The format: Most poets treat a reading as something to do in a single voice. Herrera wanted a choir. Benjamin Boone and Kenneth Froelich, both Fresno State music composition professors, teamed up with the poet, setting the words to music. Then the university’s Chamber Singers, under the direction of Cari Earnhart, brought the resulting songs to life at the Washington, D.C., concert. “This is a dream that I had as a child,” Herrera tells the audience before the Fresno event begins. “It’s about standing up, facing the people, giving a voice to the people.”
The aw-shucks childhood memory: One of the program’s songs, “Mrs. Lelya Sampson Said,” is dedicated to an elementary school teacher of Herrera’s. The child of migrant farmworkers, Herrera spoke little English during his first years in school, and he became very hesitant to say anything in class. One day Mrs. Sampson called him up to the front of the room, he tells the audience, and told him to sing a song.
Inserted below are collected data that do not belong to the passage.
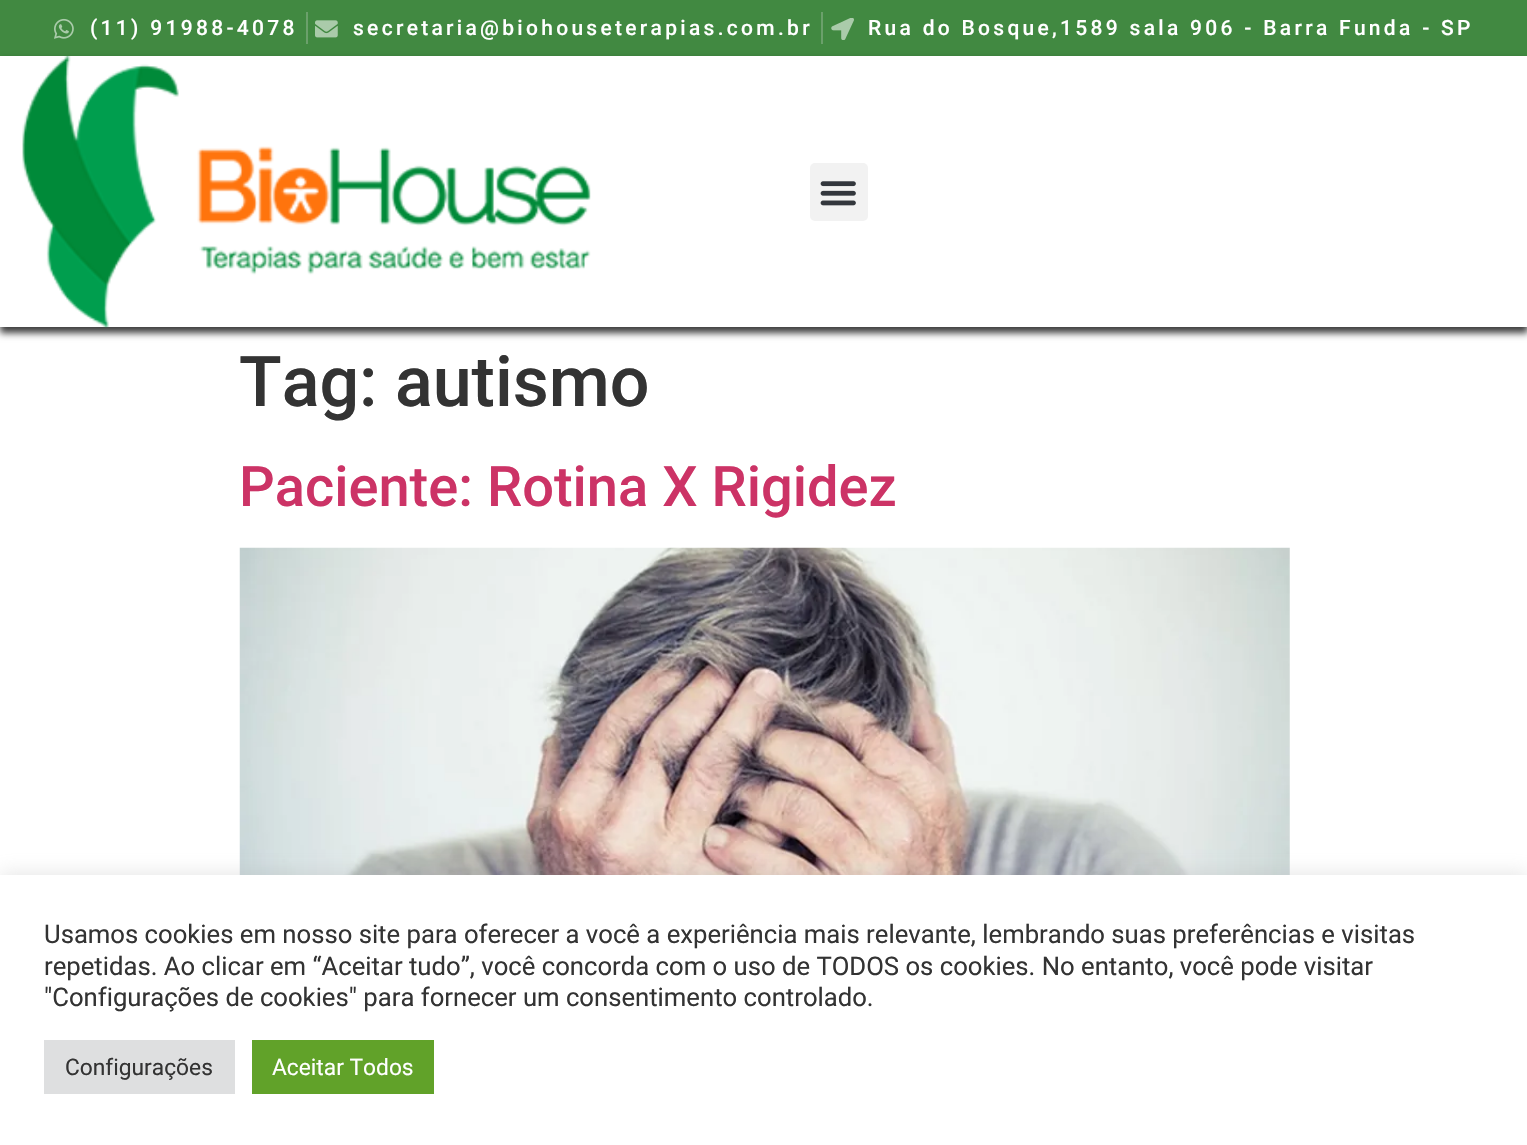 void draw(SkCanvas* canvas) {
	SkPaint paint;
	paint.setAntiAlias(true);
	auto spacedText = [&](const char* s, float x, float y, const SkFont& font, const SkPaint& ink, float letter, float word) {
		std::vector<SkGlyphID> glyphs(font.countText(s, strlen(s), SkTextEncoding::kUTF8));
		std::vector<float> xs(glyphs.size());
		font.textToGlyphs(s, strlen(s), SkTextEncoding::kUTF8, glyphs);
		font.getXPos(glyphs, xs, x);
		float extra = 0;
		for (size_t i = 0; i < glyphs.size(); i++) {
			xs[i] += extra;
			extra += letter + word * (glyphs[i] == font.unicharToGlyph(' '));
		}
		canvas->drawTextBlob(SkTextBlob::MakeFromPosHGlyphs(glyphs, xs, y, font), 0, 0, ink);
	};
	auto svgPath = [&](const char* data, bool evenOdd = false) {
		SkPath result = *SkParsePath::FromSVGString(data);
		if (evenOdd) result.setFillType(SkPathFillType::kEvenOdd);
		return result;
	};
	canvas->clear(0xffffffff);
	paint.setColor(0xff418941);
	canvas->drawRect(SkRect::MakeXYWH(0, 0, 1527, 56), paint);
	canvas->drawImageRect(SkImages::DeferredFromEncodedData(SkData::MakeFromFileName("img1.png")), SkRect::MakeXYWH(54, 18, 20, 21), SkSamplingOptions());
	SkFont f1(fontMgr->matchFamilyStyle("Roboto", SkFontStyle(500, SkFontStyle::kNormal_Width, SkFontStyle::kUpright_Slant)), 21);
	f1.setSubpixel(true);
	paint.setColor(0xffffffff);
	spacedText("(11) 91988-4078", 90, 35, f1, paint, 3.3, 0);
	paint.setColor(0xff6ba06b);
	canvas->drawRect(SkRect::MakeXYWH(306, 12, 2, 32), paint);
	canvas->drawImageRect(SkImages::DeferredFromEncodedData(SkData::MakeFromFileName("img2.png")), SkRect::MakeXYWH(315, 20, 23, 18), SkSamplingOptions());
	paint.setColor(0xffffffff);
	spacedText("secretaria@biohouseterapias.com.br", 353, 35, f1, paint, 3.3, 0);
	paint.setColor(0xff6ba06b);
	canvas->drawRect(SkRect::MakeXYWH(821, 12, 2, 32), paint);
	canvas->drawImageRect(SkImages::DeferredFromEncodedData(SkData::MakeFromFileName("img3.png")), SkRect::MakeXYWH(831, 18, 23, 22), SkSamplingOptions());
	paint.setColor(0xffffffff);
	spacedText("Rua do Bosque,1589 sala 906 - Barra Funda - SP", 868, 35, f1, paint, 3.3, 0);
	canvas->save();
	canvas->clipPath(svgPath("M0 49H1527V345H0ZM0 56H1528V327H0Z", true), true);
	paint.setColor(0xc2000000);
	paint.setMaskFilter(SkMaskFilter::MakeBlur(kNormal_SkBlurStyle, 3.5));
	canvas->drawRect(SkRect::MakeXYWH(0, 61, 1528, 272), paint);
	paint.setMaskFilter(nullptr);
	canvas->restore();
	canvas->drawImageRect(SkImages::DeferredFromEncodedData(SkData::MakeFromFileName("img4.png")), SkRect::MakeXYWH(22, 56, 569, 272), SkSamplingOptions());
	paint.setColor(0xfff2f2f2);
	canvas->drawRoundRect(SkRect::MakeXYWH(810, 163, 58, 58), 5, 5, paint);
	canvas->drawImageRect(SkImages::DeferredFromEncodedData(SkData::MakeFromFileName("img5.png")), SkRect::MakeXYWH(820, 181, 36, 25), SkSamplingOptions());
	SkFont f2(fontMgr->matchFamilyStyle("Roboto", SkFontStyle(500, SkFontStyle::kNormal_Width, SkFontStyle::kUpright_Slant)), 70);
	f2.setSubpixel(true);
	paint.setColor(0xff333333);
	canvas->drawString("Tag: autismo", 239, 406, f2, paint);
	SkFont f3(fontMgr->matchFamilyStyle("Roboto", SkFontStyle(500, SkFontStyle::kNormal_Width, SkFontStyle::kUpright_Slant)), 56);
	f3.setSubpixel(true);
	paint.setColor(0xffcc3366);
	canvas->drawString("Paciente: Rotina X Rigidez", 239, 506, f3, paint);
	canvas->drawImageRect(SkImages::DeferredFromEncodedData(SkData::MakeFromFileName("img6.png")), SkRect::MakeXYWH(239, 547, 1051, 328), SkSamplingOptions());
	paint.setColor(0x4dacabab);
	paint.setMaskFilter(SkMaskFilter::MakeBlur(kNormal_SkBlurStyle, 9));
	canvas->drawRect(SkRect::MakeXYWH(0, 873, 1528, 272), paint);
	paint.setMaskFilter(nullptr);
	paint.setColor(0xffffffff);
	canvas->drawRect(SkRect::MakeXYWH(0, 875, 1527, 270), paint);
	SkFont f4(fontMgr->matchFamilyStyle("Roboto", SkFontStyle::Normal()), 25.67);
	f4.setSubpixel(true);
	paint.setColor(0xff333333);
	canvas->drawString("Usamos cookies em nosso site para oferecer a você a experiência mais relevante, lembrando suas preferências e visitas", 44, 943, f4, paint);
	canvas->drawString("repetidas. Ao clicar em “Aceitar tudo”, você concorda com o uso de TODOS os cookies. No entanto, você pode visitar", 44, 975, f4, paint);
	canvas->drawString("\"Configurações de cookies\" para fornecer um consentimento controlado.", 44, 1006, f4, paint);
	paint.setColor(0xffdedfe0);
	canvas->drawRect(SkRect::MakeXYWH(44, 1040, 191, 54), paint);
	SkFont f5(fontMgr->matchFamilyStyle("Roboto", SkFontStyle::Normal()), 22.75);
	f5.setSubpixel(true);
	paint.setColor(0xff333333);
	canvas->drawString("Configurações", 65, 1075, f5, paint);
	paint.setColor(0xff61a229);
	canvas->drawRect(SkRect::MakeXYWH(252, 1040, 182, 54), paint);
	paint.setColor(0xffffffff);
	canvas->drawString("Aceitar Todos", 272, 1075, f5, paint);
}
Any song. “I picked ‘Three Blind Mice,’ “ he says.
The tribute: Boone wrote three songs on the program to Herrera’s poetry, but one used the words of Mia Barraza Martinez, a Fresno State graduate student who was killed in an accident last year. Herrera wanted to make her spirit part of his closing concert. The resulting “Ms. United States,” which includes lines about a feisty Martinez parading down Blackstone Avenue proclaiming “I am Fresnito,” is a catchy and compelling, upbeat number that is given a heartfelt rendition by the Chamber Singers.
The most touching moment: After the 2015 massacre in Charleston, S.C., Herrera wrote the poignant “Poem by Poem” in memory of the nine people who were killed. “It’s an offering,” he tells the audience before the song. “You can send a poem out, and it will comfort someone.” The poem’s last lines, “Nine drops honor them, wash them, stop them / Oh, stop them from falling,” seem to hang in the air at the end, a wrenching conclusion.
The big finish: In “The Road,” with music written by Froelich, Herrera pauses for an extended spoken interlude, slowly building in intensity until the “poet of the people” is unveiled in full form. “I am the molcajete,” he exclaims — isn’t that Spanish/Nahuatl word for a mortar and pestle just delicious to say? — and it’s as if we’re in a word kitchen with Herrera, as he chops and stirs and mixes together his own inspired take on life. As he recites the last line of the section, “Give me a word for love,” he waves his hands in front of him, like a priest or a shaman providing his blessing. And I do feel blessed: for the cathartic moment, for the beautiful singing, and, more than anything, for what Herrera has brought to his community and country.